▶ [EXERCISE INSTRUCTIONS]:
Up to and including the line that holds "middle mcp: (285, 211)", print the data exactly from its first line; do not print the pictures.

++++++++

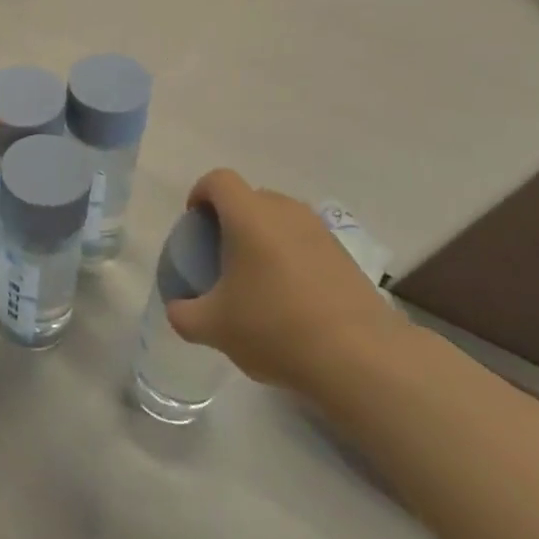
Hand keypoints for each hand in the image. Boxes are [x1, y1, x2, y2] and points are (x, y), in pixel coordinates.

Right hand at [165, 170, 407, 398]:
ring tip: (257, 279)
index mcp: (249, 216)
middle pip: (250, 198)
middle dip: (231, 219)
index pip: (218, 180)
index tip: (195, 225)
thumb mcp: (213, 328)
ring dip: (263, 238)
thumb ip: (184, 314)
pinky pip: (305, 242)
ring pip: (281, 220)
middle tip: (222, 256)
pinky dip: (291, 257)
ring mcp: (320, 231)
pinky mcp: (345, 256)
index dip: (200, 194)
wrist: (361, 357)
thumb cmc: (275, 328)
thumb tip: (177, 308)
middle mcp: (285, 211)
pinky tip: (290, 299)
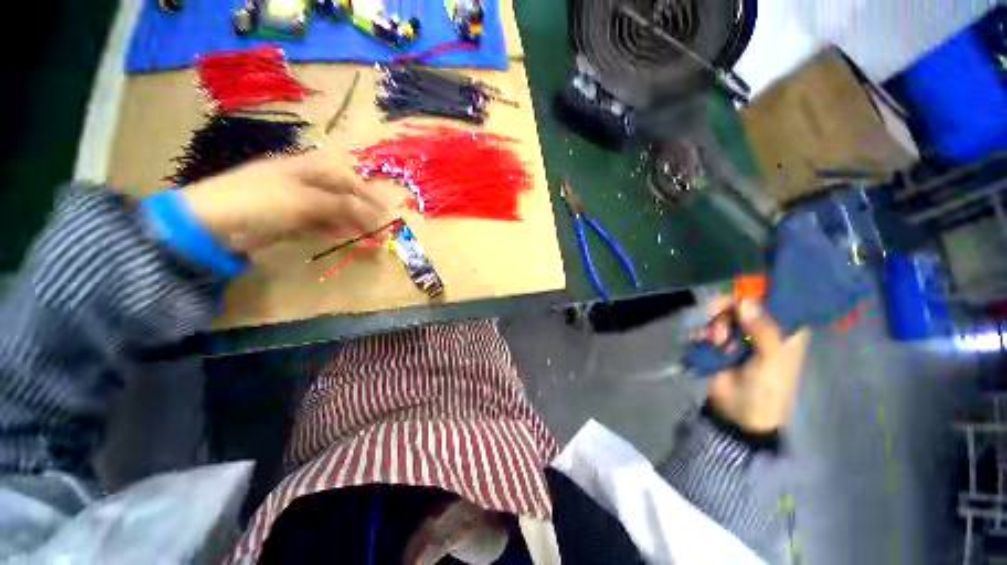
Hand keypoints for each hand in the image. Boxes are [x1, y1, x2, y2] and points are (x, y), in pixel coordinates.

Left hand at [180, 151, 388, 253]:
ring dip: (352, 224)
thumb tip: (371, 211)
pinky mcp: (290, 219)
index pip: (346, 177)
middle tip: (379, 228)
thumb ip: (341, 204)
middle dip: (363, 211)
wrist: (212, 223)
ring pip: (334, 211)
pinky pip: (320, 224)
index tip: (386, 209)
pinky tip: (345, 238)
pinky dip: (334, 231)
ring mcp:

++++++++

▶ [RESPONSE TO THE TASK]:
Hand keypoints for each hand in the image. Boxes are [x1, y1, x2, y2] and points are (x, y), in pixel coordinates.

Right hand at [165, 170, 407, 398]:
ring tip: (257, 279)
index mcp: (249, 216)
middle pip: (250, 198)
middle dip: (231, 219)
index pip: (218, 180)
index tip: (195, 225)
thumb mcp: (213, 328)
ring dip: (263, 238)
thumb ip: (184, 314)
pinky pip: (305, 242)
ring pip: (281, 220)
middle tip: (222, 256)
pinky dip: (291, 257)
ring mcp: (320, 231)
pinky mcp: (345, 256)
index dip: (200, 194)
wrist: (361, 357)
thumb cmc: (275, 328)
thumb tip: (177, 308)
middle mcp: (285, 211)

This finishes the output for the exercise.